Obtaining functional membrane vesicles from Leuconostoc oenos to study L-malate transport mechanisms

Membrane vesicles from the malolactic bacterium Leuconostoc oenos were obtained by a modified version of the procedure of Kaback-[Methods Enzymol 22:99-120 (1971)]. Protoplasts were produced at frequencies greater than 95% by a method entailing mutanolysin digestion and osmotic shock. Glycerol or polyethyleneglycol 600 was required as an osmotic stabilizer while the use of sucrose prevented closed vesicle formation during osmotic shock. The membrane vesicles retained their functional properties and accumulated L-malic acid in response to an ATPase-induced proton gradient across the membrane of ATP-loaded vesicles. L-Malate uptake was strongly inhibited by dicyclohexylcarbodiimide, a specific inhibitor of membrane-bound ATPases.
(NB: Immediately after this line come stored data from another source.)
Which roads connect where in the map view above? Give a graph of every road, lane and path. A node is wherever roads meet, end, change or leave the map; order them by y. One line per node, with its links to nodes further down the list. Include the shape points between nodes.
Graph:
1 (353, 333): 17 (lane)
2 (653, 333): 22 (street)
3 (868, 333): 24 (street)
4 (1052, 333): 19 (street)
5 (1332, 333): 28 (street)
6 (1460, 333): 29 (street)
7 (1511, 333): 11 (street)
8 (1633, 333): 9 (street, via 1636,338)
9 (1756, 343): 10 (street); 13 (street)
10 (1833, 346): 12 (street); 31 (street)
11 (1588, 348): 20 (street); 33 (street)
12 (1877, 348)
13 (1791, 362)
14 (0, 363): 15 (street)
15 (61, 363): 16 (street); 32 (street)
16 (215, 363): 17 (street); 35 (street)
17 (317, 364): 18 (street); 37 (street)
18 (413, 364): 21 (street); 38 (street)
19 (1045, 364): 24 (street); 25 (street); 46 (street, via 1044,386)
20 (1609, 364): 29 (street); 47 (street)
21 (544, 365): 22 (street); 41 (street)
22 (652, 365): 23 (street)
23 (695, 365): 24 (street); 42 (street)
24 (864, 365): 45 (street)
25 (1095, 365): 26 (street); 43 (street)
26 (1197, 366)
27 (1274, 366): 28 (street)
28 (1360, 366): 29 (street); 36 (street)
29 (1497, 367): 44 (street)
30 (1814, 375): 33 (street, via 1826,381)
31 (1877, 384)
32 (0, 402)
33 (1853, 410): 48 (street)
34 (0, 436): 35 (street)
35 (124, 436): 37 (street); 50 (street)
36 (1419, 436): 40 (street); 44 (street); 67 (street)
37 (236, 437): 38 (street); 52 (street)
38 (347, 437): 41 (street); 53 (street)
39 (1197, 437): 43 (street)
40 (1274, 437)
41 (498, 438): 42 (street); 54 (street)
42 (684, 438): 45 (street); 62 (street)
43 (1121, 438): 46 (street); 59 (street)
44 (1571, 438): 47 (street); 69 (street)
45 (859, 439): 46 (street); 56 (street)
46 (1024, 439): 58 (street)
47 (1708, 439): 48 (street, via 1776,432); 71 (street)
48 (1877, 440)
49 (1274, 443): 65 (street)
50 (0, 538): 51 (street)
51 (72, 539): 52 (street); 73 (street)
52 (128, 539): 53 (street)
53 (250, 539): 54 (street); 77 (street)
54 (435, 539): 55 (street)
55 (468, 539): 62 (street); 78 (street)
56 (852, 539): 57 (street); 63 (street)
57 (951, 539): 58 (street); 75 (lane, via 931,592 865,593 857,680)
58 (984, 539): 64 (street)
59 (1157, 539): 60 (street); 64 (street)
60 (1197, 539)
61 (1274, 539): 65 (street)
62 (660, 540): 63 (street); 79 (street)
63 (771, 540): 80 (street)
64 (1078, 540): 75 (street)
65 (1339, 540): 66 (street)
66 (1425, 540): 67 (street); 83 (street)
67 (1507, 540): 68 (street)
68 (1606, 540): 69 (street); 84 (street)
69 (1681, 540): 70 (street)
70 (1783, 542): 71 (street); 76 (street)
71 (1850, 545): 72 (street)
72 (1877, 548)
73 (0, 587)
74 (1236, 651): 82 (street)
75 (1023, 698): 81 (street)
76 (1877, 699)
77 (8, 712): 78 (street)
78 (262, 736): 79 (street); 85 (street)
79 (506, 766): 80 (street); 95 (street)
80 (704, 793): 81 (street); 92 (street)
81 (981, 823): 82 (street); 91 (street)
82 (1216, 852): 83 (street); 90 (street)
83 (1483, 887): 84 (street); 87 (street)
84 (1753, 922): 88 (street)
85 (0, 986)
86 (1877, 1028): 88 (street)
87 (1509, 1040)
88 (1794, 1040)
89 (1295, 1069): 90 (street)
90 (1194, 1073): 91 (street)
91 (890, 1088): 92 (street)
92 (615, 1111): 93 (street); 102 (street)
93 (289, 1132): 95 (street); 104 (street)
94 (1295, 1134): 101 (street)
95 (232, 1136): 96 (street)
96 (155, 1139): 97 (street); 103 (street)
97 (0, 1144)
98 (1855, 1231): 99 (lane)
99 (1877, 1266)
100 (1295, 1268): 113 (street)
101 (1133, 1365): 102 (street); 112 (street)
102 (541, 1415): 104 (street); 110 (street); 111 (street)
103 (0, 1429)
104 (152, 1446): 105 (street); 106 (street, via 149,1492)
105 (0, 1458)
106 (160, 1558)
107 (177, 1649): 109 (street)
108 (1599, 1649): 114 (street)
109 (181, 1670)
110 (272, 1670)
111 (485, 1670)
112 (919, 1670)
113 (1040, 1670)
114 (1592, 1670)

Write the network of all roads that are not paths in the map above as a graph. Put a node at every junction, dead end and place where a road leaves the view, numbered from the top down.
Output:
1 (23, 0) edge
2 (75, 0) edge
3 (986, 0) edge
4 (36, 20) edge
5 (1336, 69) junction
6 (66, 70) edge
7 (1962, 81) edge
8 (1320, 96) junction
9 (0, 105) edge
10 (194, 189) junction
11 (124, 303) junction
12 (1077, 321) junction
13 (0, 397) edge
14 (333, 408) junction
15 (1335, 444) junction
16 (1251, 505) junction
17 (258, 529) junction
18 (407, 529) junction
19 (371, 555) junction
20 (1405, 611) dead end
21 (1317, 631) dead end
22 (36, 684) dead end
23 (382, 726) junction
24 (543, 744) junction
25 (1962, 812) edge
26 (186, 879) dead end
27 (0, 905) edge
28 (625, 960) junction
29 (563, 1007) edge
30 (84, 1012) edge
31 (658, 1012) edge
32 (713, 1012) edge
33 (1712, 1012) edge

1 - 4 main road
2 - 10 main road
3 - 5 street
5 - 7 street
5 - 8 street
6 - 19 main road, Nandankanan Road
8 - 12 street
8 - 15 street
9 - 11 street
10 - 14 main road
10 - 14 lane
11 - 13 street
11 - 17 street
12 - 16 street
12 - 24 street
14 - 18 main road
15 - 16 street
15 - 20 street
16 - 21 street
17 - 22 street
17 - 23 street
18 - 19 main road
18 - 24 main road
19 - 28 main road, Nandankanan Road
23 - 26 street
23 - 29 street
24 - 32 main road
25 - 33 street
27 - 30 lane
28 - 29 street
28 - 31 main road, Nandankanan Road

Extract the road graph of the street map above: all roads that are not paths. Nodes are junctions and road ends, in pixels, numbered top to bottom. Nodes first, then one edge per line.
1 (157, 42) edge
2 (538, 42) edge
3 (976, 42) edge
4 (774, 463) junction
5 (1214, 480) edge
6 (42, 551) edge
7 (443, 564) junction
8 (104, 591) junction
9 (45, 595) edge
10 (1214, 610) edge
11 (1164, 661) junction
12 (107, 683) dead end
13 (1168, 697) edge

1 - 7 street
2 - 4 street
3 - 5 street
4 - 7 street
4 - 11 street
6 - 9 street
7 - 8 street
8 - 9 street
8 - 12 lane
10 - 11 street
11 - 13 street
These data support the possibility of a delta pH-dependent transport of L-malate. Vesicles not loaded with ATP were slightly permeable to malic acid with an initial uptake rate (0.5 nmol.microliter-1.s-1) similar to the diffusion rate obtained previously in a L. oenos malate-transport-deficient strain. These results confirm two simultaneous uptake mechanisms in L. oenos, a permease-mediated transport and a passive diffusion for the anionic and the undissociated forms of L-malic acid respectively.